Exercise data:

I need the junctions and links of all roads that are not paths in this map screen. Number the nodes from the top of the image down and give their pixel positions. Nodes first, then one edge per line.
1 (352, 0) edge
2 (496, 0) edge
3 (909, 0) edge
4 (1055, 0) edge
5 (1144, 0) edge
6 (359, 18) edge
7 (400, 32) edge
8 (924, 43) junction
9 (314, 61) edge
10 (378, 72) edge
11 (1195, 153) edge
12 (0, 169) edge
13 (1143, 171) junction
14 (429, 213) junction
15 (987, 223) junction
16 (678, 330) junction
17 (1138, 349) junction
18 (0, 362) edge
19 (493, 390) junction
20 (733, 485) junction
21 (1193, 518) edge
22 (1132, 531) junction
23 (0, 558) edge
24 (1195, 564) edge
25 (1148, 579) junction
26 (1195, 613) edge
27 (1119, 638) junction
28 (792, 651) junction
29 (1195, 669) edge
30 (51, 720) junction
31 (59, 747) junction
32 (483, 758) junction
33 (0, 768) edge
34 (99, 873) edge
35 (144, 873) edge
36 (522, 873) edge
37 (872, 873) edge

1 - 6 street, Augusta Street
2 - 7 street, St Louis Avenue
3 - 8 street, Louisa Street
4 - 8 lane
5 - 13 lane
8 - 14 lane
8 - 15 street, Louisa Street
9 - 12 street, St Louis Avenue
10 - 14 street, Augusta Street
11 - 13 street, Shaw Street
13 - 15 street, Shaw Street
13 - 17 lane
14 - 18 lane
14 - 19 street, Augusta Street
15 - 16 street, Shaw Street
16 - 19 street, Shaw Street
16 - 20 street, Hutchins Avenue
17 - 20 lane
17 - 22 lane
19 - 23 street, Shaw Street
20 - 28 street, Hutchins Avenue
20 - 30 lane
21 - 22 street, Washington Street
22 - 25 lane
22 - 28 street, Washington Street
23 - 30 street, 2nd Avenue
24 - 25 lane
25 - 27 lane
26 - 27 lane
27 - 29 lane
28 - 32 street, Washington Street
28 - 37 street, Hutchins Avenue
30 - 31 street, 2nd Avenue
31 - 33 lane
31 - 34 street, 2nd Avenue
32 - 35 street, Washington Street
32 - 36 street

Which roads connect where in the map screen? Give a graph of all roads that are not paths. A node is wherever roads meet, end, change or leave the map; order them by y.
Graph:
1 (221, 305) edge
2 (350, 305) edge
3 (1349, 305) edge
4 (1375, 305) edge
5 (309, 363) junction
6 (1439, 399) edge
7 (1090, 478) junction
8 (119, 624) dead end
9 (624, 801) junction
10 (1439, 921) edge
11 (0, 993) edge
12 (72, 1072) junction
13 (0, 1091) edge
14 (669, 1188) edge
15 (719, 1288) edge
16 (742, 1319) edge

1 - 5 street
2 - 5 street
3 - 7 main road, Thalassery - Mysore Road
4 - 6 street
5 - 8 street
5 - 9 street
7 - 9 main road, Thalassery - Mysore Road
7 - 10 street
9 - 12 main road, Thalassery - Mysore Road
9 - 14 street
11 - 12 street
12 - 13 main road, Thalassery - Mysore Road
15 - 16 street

Try it: The response must contain each line above that holds the string "paths".

Solution to the exercise:
I need the junctions and links of all roads that are not paths in this map screen. Number the nodes from the top of the image down and give their pixel positions. Nodes first, then one edge per line.
Which roads connect where in the map screen? Give a graph of all roads that are not paths. A node is wherever roads meet, end, change or leave the map; order them by y.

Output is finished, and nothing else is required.